* [PROBLEM REQUIREMENTS]:
Go through the records below and copy out every line that contains the word "Otto".

(Stored data entries)
┌──
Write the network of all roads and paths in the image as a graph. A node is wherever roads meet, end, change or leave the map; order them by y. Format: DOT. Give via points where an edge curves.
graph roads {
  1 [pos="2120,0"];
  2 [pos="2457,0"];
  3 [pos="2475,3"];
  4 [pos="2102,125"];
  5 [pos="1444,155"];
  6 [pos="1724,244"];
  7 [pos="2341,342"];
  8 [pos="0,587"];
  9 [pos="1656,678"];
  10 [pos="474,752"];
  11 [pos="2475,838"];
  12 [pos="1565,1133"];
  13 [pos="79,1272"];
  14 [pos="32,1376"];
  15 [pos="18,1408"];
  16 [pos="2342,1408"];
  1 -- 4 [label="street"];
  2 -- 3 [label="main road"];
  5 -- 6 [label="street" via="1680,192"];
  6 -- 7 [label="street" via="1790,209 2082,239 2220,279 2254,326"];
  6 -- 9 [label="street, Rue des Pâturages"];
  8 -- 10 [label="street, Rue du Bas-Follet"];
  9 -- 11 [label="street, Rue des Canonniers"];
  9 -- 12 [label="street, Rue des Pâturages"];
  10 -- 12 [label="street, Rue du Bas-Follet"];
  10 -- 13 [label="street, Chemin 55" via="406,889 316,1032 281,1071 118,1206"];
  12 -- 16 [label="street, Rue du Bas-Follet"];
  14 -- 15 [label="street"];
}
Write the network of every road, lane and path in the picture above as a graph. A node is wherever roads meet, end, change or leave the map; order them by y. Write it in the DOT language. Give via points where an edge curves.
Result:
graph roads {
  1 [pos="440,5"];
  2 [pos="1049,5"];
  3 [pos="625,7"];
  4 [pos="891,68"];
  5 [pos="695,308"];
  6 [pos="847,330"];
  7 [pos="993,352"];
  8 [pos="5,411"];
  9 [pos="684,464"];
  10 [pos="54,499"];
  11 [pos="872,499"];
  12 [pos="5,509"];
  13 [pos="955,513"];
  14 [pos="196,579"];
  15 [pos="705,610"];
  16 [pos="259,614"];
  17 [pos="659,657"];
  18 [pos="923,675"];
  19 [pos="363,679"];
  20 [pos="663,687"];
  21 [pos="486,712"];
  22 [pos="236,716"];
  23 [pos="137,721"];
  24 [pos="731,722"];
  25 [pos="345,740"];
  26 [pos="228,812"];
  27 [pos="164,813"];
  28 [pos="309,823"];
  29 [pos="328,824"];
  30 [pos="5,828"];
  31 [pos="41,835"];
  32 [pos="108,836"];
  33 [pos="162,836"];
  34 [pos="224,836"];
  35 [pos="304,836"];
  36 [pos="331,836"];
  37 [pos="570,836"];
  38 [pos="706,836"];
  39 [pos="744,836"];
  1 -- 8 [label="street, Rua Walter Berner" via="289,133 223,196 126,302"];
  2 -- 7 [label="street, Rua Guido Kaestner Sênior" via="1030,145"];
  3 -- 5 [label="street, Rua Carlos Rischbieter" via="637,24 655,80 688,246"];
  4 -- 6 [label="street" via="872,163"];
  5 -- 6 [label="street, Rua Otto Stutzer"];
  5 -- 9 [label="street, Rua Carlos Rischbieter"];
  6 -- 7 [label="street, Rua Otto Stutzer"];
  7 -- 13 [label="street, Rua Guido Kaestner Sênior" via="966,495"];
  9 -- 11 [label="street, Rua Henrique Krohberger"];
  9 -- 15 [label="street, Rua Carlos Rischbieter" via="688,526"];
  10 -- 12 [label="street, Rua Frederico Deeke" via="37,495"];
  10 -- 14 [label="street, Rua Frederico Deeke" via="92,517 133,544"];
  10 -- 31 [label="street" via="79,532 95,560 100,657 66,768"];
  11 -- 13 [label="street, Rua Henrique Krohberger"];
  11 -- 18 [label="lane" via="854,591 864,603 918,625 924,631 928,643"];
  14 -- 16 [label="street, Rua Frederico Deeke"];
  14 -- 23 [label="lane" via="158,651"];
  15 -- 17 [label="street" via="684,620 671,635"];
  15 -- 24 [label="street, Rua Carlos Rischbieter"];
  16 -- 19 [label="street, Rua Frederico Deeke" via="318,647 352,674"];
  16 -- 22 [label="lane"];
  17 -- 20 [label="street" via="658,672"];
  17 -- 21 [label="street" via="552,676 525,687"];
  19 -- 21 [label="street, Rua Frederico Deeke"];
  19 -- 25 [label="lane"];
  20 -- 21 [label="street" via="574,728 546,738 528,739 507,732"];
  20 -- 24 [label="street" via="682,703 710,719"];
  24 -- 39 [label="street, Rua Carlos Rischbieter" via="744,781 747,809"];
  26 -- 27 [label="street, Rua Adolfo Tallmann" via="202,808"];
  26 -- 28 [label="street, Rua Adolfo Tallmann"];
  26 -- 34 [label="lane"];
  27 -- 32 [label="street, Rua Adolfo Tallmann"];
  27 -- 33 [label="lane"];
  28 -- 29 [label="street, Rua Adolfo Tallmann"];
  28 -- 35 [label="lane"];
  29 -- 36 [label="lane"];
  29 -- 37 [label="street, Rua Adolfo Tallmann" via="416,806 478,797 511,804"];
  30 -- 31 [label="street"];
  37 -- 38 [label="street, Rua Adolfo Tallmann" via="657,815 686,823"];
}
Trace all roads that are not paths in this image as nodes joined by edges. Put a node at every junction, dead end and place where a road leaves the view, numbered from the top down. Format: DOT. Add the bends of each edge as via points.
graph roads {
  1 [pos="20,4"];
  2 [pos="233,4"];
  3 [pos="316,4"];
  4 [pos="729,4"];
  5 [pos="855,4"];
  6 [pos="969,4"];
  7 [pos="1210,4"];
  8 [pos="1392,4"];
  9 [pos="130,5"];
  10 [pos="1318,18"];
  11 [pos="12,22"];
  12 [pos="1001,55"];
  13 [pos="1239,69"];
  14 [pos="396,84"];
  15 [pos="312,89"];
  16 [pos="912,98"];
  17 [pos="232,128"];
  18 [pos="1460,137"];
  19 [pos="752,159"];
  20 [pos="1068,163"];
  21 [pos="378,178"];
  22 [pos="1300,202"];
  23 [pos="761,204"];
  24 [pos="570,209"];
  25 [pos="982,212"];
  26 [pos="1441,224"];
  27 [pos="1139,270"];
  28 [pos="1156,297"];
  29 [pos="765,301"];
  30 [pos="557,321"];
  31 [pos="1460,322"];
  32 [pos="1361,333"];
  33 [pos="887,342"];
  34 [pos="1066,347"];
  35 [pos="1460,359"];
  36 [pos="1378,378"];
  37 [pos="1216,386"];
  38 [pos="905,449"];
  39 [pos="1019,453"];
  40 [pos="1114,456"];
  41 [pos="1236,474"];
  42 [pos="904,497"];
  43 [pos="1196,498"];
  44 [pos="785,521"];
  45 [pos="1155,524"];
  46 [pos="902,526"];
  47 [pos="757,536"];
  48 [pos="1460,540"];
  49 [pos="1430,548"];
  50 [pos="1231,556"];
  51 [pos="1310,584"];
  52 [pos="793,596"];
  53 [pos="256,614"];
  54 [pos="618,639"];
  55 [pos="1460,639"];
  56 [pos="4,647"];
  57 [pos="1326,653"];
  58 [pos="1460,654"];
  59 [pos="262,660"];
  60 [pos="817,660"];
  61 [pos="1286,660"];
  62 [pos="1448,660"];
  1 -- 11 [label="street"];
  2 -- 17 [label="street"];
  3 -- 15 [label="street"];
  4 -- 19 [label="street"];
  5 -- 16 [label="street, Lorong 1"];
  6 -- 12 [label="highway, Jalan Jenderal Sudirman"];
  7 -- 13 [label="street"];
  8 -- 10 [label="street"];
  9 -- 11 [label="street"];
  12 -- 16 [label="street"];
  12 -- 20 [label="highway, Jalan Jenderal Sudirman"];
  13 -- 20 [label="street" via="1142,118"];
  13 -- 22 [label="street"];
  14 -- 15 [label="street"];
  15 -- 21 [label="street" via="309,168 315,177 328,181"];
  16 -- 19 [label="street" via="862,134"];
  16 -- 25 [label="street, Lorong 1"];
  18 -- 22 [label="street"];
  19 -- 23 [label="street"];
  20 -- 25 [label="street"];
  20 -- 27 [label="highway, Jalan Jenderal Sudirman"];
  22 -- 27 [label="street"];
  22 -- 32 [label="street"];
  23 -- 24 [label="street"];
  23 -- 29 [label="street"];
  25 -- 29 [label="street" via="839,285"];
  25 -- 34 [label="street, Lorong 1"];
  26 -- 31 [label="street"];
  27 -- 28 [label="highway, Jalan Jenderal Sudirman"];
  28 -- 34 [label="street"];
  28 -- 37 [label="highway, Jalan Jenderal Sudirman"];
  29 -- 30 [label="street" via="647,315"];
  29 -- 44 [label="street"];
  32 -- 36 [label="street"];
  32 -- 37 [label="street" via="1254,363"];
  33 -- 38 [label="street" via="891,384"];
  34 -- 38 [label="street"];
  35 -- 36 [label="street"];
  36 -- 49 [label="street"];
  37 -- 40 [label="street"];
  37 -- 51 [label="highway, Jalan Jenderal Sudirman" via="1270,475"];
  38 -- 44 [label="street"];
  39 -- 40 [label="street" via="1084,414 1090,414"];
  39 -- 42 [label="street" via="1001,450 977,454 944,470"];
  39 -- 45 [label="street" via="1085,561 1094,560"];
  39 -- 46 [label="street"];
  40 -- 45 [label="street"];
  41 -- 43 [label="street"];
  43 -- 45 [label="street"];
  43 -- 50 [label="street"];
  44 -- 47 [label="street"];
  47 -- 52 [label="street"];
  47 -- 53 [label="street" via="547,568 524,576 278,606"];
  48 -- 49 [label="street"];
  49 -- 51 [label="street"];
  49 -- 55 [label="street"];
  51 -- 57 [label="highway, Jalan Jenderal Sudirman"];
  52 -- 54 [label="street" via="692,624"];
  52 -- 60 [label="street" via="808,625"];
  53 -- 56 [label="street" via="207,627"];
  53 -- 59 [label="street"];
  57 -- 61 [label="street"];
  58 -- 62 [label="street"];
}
└──
* [COMPLETED TASK]:
  5 -- 6 [label="street, Rua Otto Stutzer"];
  6 -- 7 [label="street, Rua Otto Stutzer"];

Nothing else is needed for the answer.